*** Extracted data
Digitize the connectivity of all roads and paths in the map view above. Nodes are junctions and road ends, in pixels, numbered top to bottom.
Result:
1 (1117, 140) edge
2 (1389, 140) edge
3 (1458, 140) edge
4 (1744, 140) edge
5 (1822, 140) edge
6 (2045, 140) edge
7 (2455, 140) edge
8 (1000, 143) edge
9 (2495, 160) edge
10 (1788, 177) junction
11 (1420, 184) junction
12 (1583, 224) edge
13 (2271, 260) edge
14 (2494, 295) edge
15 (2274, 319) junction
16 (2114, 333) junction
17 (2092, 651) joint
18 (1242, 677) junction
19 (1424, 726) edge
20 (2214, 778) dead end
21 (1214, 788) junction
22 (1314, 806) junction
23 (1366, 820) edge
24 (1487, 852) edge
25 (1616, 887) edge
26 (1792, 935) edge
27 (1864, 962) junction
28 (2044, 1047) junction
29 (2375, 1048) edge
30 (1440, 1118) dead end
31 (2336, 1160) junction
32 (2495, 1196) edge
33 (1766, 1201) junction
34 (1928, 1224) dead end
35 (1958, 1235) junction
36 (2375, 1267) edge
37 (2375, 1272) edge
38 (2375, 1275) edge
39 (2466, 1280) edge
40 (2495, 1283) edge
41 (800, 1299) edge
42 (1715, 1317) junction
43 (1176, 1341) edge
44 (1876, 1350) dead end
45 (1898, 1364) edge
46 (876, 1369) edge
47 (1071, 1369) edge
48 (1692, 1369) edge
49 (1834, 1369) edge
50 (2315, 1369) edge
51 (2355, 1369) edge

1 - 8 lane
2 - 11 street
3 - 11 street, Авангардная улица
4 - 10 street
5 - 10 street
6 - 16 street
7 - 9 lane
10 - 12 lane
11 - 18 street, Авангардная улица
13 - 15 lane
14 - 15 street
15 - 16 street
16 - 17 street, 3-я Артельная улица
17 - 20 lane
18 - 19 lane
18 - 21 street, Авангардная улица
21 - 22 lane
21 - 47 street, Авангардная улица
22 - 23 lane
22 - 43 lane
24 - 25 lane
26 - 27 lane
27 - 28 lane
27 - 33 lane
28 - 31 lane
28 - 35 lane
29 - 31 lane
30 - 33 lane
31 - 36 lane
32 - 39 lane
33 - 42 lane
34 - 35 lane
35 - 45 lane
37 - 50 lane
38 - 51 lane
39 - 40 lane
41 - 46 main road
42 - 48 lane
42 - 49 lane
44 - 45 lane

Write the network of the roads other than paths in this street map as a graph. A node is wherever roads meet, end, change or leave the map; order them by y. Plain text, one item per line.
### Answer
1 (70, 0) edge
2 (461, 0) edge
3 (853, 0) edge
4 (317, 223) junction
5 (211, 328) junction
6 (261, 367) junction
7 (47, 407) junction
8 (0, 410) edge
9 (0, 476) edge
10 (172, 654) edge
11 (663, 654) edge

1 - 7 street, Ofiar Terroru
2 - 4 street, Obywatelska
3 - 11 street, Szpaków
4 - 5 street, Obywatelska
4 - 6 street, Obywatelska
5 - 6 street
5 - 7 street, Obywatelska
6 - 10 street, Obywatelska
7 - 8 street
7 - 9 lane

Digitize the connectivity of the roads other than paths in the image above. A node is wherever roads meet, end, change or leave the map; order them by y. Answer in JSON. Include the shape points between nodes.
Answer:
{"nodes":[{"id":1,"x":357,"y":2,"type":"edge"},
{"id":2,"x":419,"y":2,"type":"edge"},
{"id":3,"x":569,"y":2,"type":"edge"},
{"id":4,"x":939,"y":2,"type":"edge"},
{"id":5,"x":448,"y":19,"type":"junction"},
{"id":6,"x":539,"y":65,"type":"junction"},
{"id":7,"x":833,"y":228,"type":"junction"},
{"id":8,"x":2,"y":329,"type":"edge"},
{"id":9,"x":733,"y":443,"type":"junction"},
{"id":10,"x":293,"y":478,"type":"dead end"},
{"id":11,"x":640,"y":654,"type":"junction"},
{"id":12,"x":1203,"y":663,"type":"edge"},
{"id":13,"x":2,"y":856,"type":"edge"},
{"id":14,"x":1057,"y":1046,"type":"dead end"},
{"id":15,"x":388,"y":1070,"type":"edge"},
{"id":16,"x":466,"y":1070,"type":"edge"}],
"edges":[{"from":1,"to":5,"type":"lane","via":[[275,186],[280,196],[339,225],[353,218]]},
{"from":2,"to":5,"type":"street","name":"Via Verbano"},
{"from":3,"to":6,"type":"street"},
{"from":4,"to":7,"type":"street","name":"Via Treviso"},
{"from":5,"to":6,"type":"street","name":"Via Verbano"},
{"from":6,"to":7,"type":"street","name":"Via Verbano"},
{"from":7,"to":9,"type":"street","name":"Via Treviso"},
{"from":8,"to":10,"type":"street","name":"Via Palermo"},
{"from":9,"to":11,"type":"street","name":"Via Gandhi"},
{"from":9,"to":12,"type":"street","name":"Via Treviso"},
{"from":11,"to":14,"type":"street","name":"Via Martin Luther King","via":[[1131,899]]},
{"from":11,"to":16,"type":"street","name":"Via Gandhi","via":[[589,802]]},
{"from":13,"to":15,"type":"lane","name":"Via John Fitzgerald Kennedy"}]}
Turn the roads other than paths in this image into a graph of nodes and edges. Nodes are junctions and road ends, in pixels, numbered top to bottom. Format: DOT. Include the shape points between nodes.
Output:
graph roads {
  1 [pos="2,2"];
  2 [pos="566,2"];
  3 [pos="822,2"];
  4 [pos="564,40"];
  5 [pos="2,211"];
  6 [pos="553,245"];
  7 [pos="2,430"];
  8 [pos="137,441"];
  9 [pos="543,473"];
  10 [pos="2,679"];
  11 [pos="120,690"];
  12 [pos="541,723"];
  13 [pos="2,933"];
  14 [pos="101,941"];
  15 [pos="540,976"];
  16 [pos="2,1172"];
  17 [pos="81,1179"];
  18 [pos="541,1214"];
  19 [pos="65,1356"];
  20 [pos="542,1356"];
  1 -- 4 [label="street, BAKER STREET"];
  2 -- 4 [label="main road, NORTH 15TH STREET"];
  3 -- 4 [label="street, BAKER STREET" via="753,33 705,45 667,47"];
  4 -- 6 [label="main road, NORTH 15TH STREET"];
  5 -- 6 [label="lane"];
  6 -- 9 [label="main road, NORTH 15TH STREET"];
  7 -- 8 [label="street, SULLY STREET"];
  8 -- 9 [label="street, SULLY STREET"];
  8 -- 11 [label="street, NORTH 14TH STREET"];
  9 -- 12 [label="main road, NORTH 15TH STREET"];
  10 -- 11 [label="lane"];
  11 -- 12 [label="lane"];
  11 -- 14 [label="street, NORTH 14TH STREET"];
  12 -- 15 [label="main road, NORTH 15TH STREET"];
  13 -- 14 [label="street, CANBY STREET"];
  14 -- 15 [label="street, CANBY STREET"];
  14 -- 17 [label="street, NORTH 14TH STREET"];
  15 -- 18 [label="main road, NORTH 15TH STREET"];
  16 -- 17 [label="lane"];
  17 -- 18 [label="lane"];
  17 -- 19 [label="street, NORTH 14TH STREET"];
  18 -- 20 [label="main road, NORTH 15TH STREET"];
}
******
## Exercise
Only a number is expected here: the tally of lines above that contain "bottom". Please write nothing more.

## Final answer
2